Audio Quality and Word Error Rate: How to Get the Best From Your Speech Recognition System
In the digital audio domain, audio quality is an assessment of the accuracy, fidelity, and intelligibility of audio output from an electronic device. Given that audio is the primary input to an Automatic Speech Recognition (ASR) system, audio quality is undeniably important to maximize the performance of such systems. The poorer the audio quality, the more difficult it is for ASR systems to transcribe, which will lead to a less accurate transcript.
Part of my responsibilities at Voci include assessing audio quality for our customers and making individualized recommendations to customers to optimize their audio quality to generate the most accurate transcripts.
So, in this first blog, I’m going to be talking about the best audio-quality practices to ensure that your ASR system performs at its best.
If you’re recording and producing music, no amount of post-processing can fix the problems arising from poorly recorded instruments. Whatever the cause of the problem (e.g., poorly-placed microphones, background noise, reverberation issues), if the original recording is of poor quality, there’s very little that can be done in post-production to fix these problems. This translates almost exactly to speech-to-text technology. Poor quality source audio impacts word error rate (WER) more critically than all other factors.
Here’s why. The human brain possesses the ability to focus auditory attention on a particular stimulus while filtering out a range of other stimuli. For example, a partygoer can focus on a single conversation in a noisy room. (Given the prevalence of this kind of example, the ability is often referred to as the “cocktail party effect”.)
ASR systems can’t do what we can – focus attention on a specific stimulus. It treats all stimuli as acoustic inputs. Introducing distorting acoustic backgrounds, such as in the cocktail-party example above, will significantly deteriorate ASR effectiveness. For some sources of background noise – TVs, radio/music, traffic noise, etc. – the recognition engine may be able to tune it out or work around it.
However, sources that share the same frequency range as speech are significantly more challenging.

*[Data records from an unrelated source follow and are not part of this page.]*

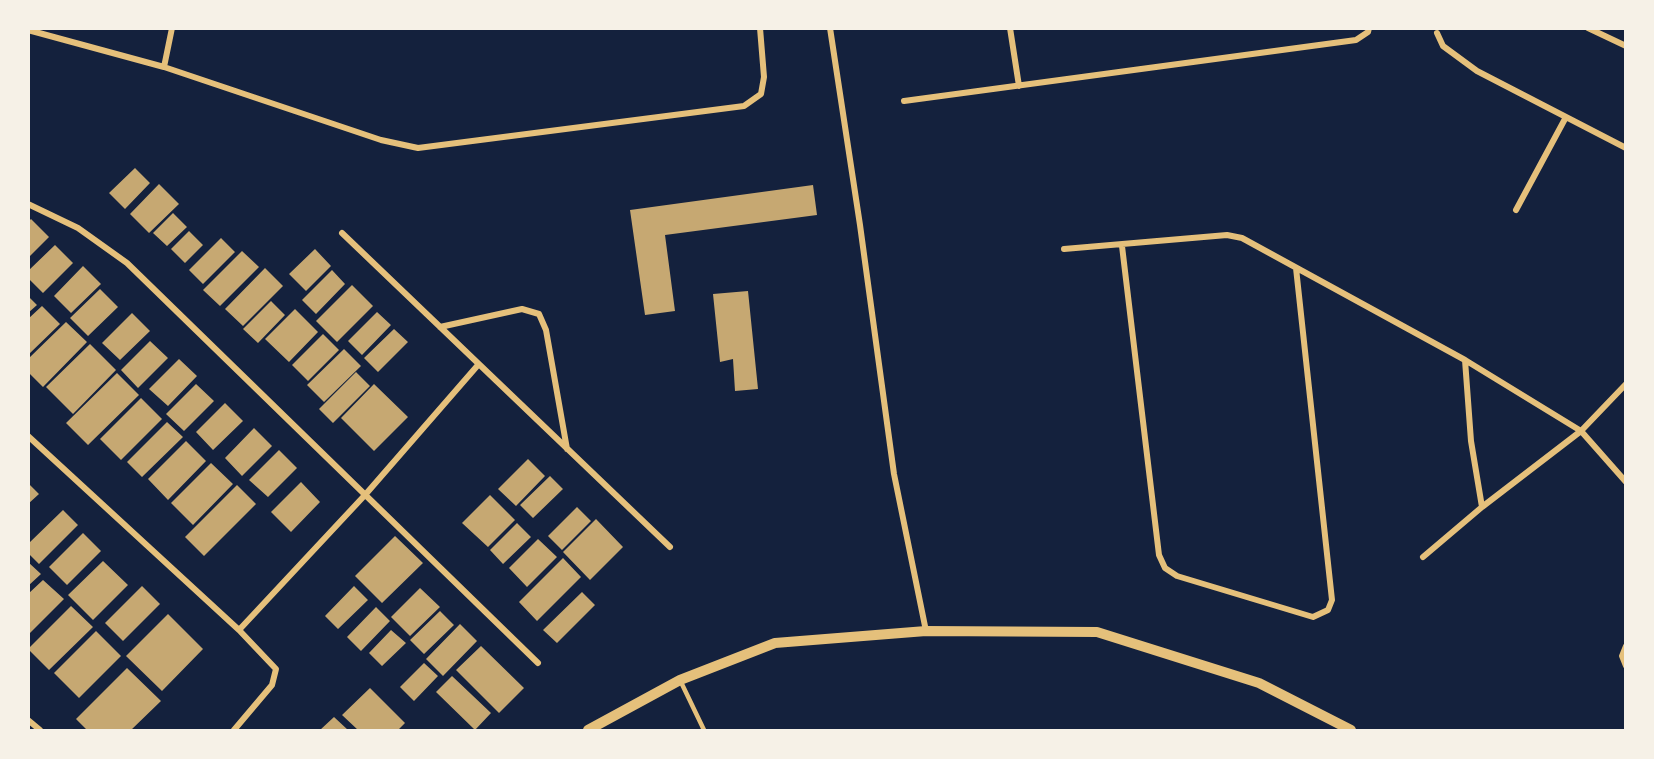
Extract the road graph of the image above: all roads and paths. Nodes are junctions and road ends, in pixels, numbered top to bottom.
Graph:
1 (172, 28) edge
2 (760, 28) edge
3 (830, 28) edge
4 (1010, 28) edge
5 (1368, 28) edge
6 (1588, 28) edge
7 (28, 30) edge
8 (1437, 33) dead end
9 (1626, 46) edge
10 (164, 67) junction
11 (1019, 86) junction
12 (904, 101) dead end
13 (1566, 117) junction
14 (1626, 148) edge
15 (28, 204) edge
16 (1516, 210) dead end
17 (342, 233) dead end
18 (1122, 246) junction
19 (1064, 249) dead end
20 (1296, 268) junction
21 (440, 327) junction
22 (1465, 360) junction
23 (478, 365) junction
24 (1626, 384) edge
25 (1581, 431) junction
26 (28, 435) edge
27 (567, 449) junction
28 (1626, 482) edge
29 (365, 495) junction
30 (1482, 507) junction
31 (670, 547) dead end
32 (1423, 557) dead end
33 (239, 630) junction
34 (926, 630) junction
35 (1626, 646) edge
36 (538, 663) dead end
37 (1626, 666) edge
38 (680, 680) junction
39 (28, 720) edge
40 (39, 730) edge
41 (234, 730) edge
42 (588, 730) edge
43 (704, 730) edge
44 (1351, 730) edge

1 - 10 street
2 - 10 street
3 - 34 street
4 - 11 street
5 - 11 street
6 - 9 street
7 - 10 street
8 - 13 street
11 - 12 street
13 - 14 street
13 - 16 street
15 - 29 street
17 - 21 street
18 - 19 street
18 - 20 street
18 - 20 street
20 - 22 street
21 - 23 street
21 - 27 street
22 - 25 street
22 - 30 street
23 - 27 street
23 - 29 street
24 - 25 street
25 - 28 street
25 - 30 street
26 - 33 street
27 - 31 street
29 - 33 street
29 - 36 street
30 - 32 street
33 - 41 street
34 - 38 street
34 - 44 street
35 - 37 street
38 - 42 street
38 - 43 lane
39 - 40 street

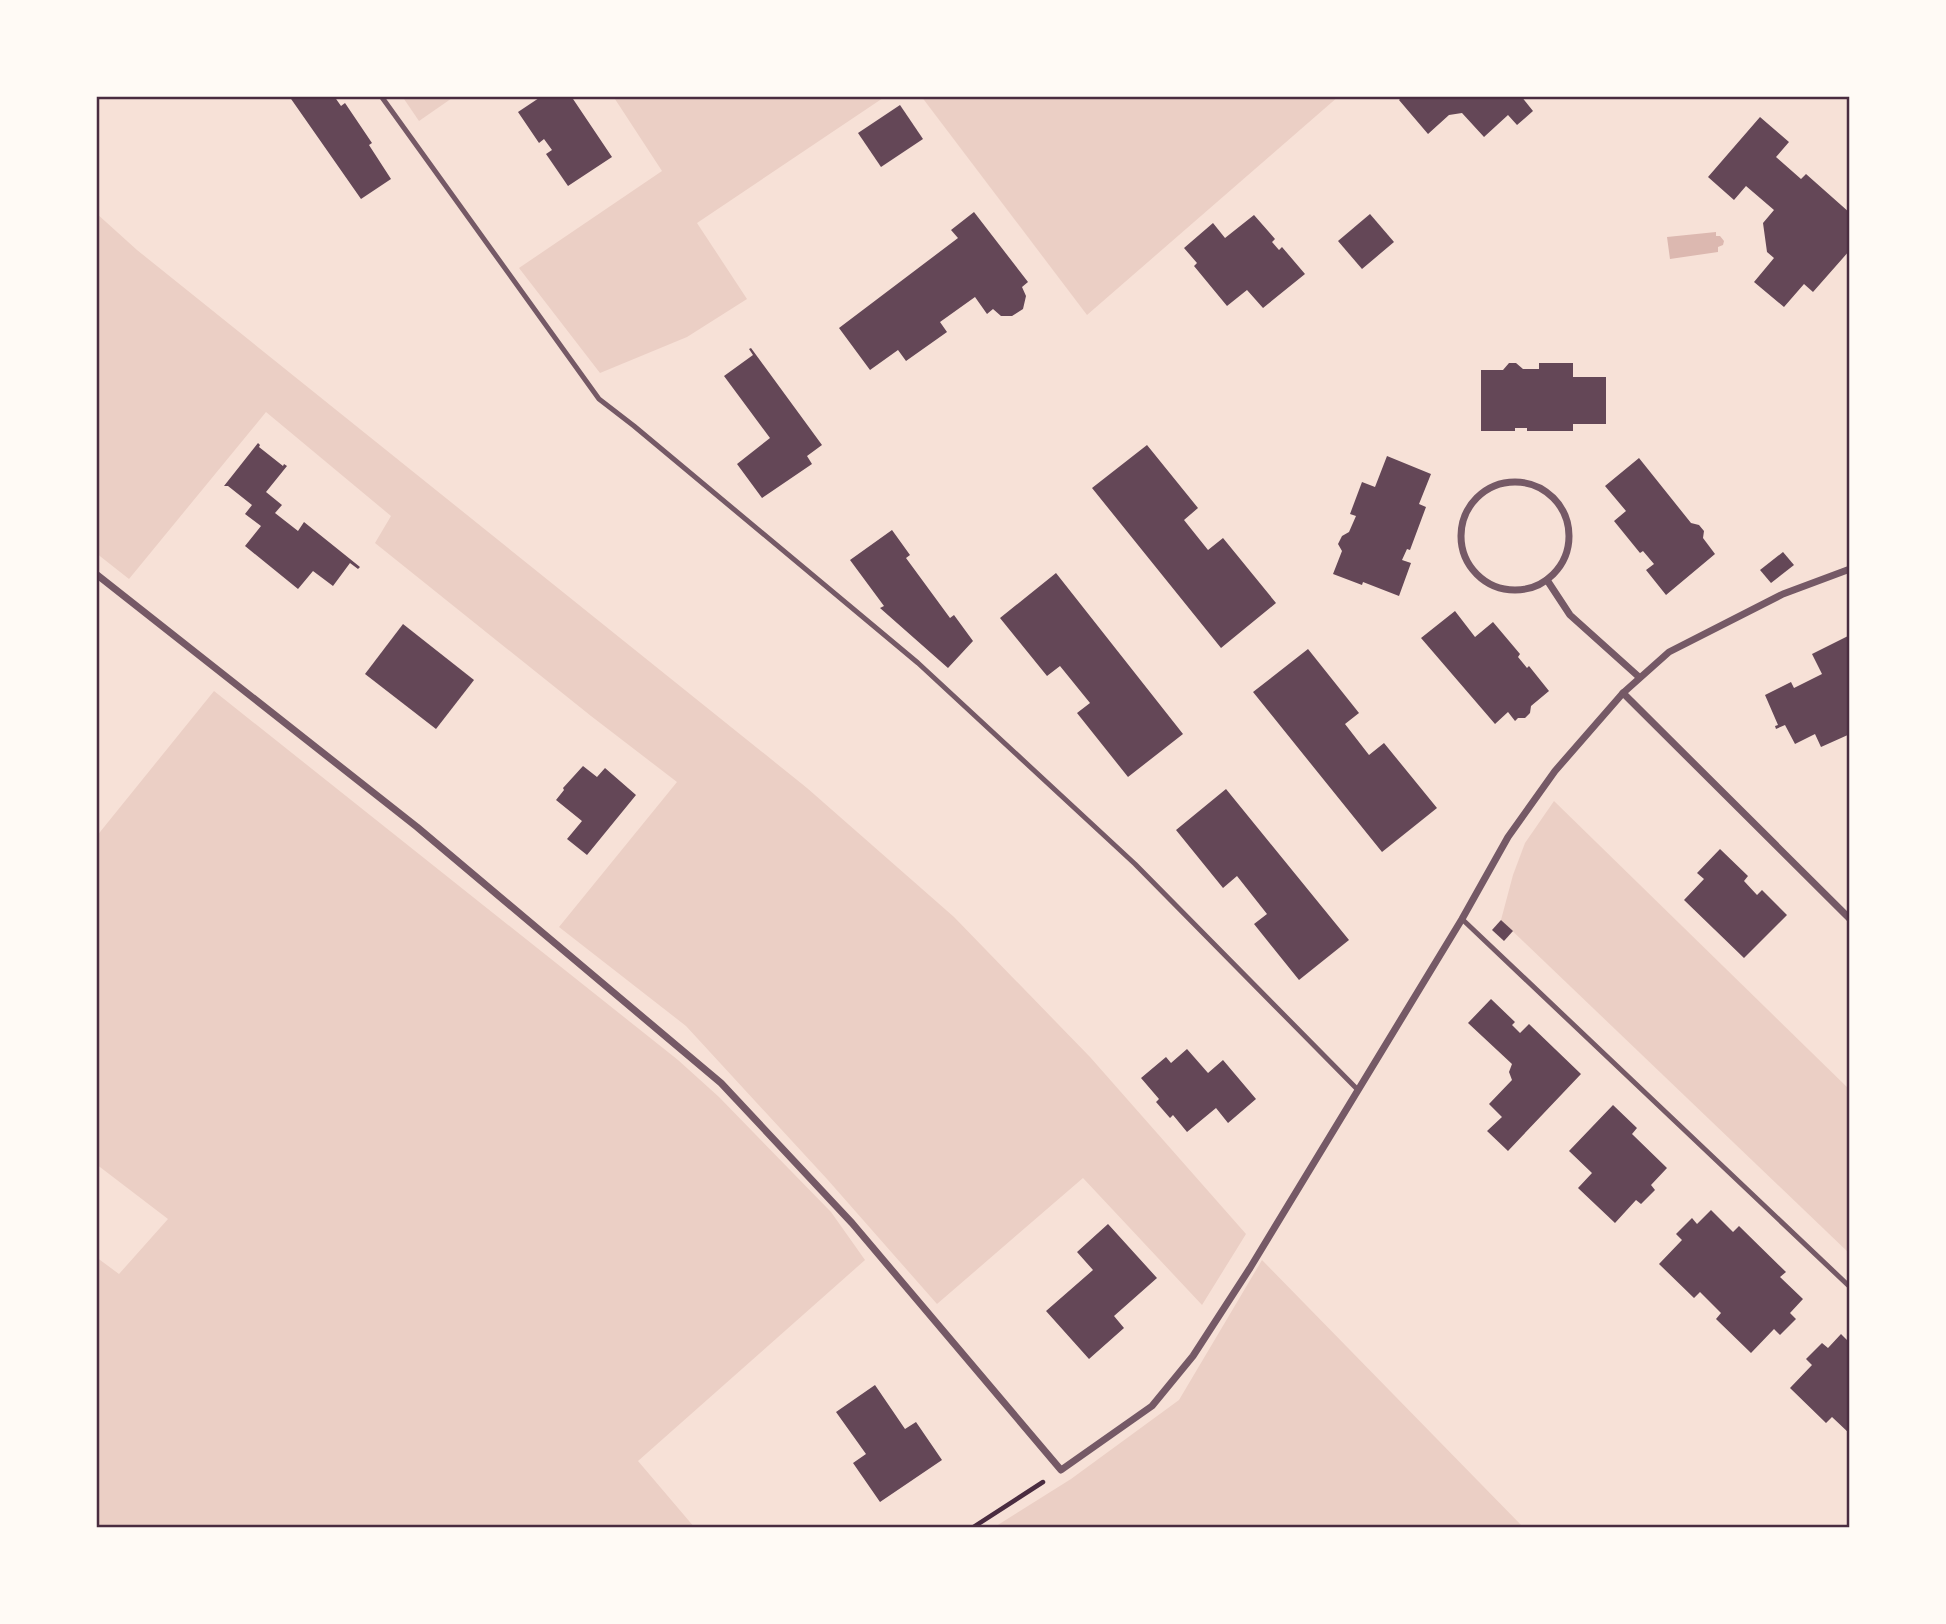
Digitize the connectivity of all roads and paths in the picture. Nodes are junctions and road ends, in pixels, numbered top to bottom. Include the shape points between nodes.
1 (381, 96) edge
2 (1850, 569) edge
3 (96, 574) edge
4 (1547, 580) junction
5 (1639, 677) junction
6 (1623, 693) junction
7 (1462, 919) junction
8 (1850, 919) edge
9 (1357, 1090) junction
10 (1850, 1287) edge
11 (1061, 1470) junction
12 (972, 1528) edge

1 - 9 lane via 599,399 918,663 1135,864
2 - 5 street via 1783,594 1669,652
3 - 11 street via 417,827 721,1083 852,1223
4 - 4 street via 1563,563 1570,536 1564,512 1548,493 1521,481 1494,485 1474,500 1463,520 1461,546 1473,570 1498,587 1520,590
4 - 5 street via 1570,615
5 - 6 street
6 - 7 street via 1555,771 1508,837
6 - 8 street
7 - 9 street
7 - 10 lane
9 - 11 street via 1193,1356 1152,1406
11 - 12 path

For example, consider the presence of nearby call center agents that are picked up by the microphone. A human could easily distinguish between the voices; an ASR system will find it very difficult. Any background noise that the ASR cannot precipitously and reliably filter out can adversely impact WER. Therefore, high-quality recordings are important.
Transcoding is the direct digital-to-digital conversion of one form of encoding to another – that is, changing a file from one format to another. Many call recording systems will do this to maximize the use of digital storage space.
In audio transcoding, there are four transcode types, each of which has different implications for the success of ASR transcription:
Lossless-to-lossless transcoding is the only safe & recommended form of transcoding because no audio information is lost during the process. For example, transcoding from a .wav file to a .flac file is an example of lossless compression, commonly used for saving disk space without compromising on quality. A 10-minute, mono .wav file at 8-bit/16 kHz is ~9.8 MB on disk, whereas the same file after flac compression is ~5.6 MB.
By contrast, both forms of to-lossy transcoding will produce decreased quality. And to make matters worse, compression artifacts are cumulative. This means that to-lossy transcoding will cause a progressive loss of quality with each successive transcoding pass, which is known as “digital generation loss”. This process is irreversible and is thus also called “destructive transcoding”. For this reason, transcoding between or into lossy formats is strongly discouraged, and will probably create problems with the automatic transcription process.
Lossy-to-lossless transcoding (aka upsampling) is even worse. It suffers from the worst of both worlds. This process starts with the originally poor audio quality of a lossy file and then adds the file size of an uncompressed file. Because the information loss incurred during the (destructive) transcoding that created the lossy file in the first place is permanent and irreversible, to-lossless transcoding the file just increases the file size without any improvement in quality.
This is a bit technical, but it’s an important feature when looking at call recording technology.
The goal in speech coding is to minimize the distortion at a given bit rate or minimize the bit rate at an acceptable level of distortion. However, the signal-noise ratio (SNR), an objective measure of this distortion, does not correlate well with perceived speech quality (https://ecs.utdallas.edu/loizou/cimplants/quality_assessment_chapter.pdf).
So, speech coder performance is typically measured using a subjective scoring method, which is called Mean Opinion Score (MOS). MOS is measured on a scale from 0-5. A value of 4.0-4.5 is referred to as “toll-quality” and represents complete satisfaction for the user. This is the normal value of Public Switched Telephone Networks (PSTN, the standard telephone network we all know). It is also the benchmark for most VoIP telephony service providers.
A MOS score at or below 3.6, even though it is still intelligible, is considered unacceptable by many users.
G711 is the ideal codec for optimum ASR performance. No codec can perform better than G711 in theory, as it offers the best quality, no compression and lowest algorithmic delays. In cases where G711 cannot be used, codecs should be used that are consistently rated above 4.0 on MOS evaluations, such as, G726, G722.1, and GSM-EFR.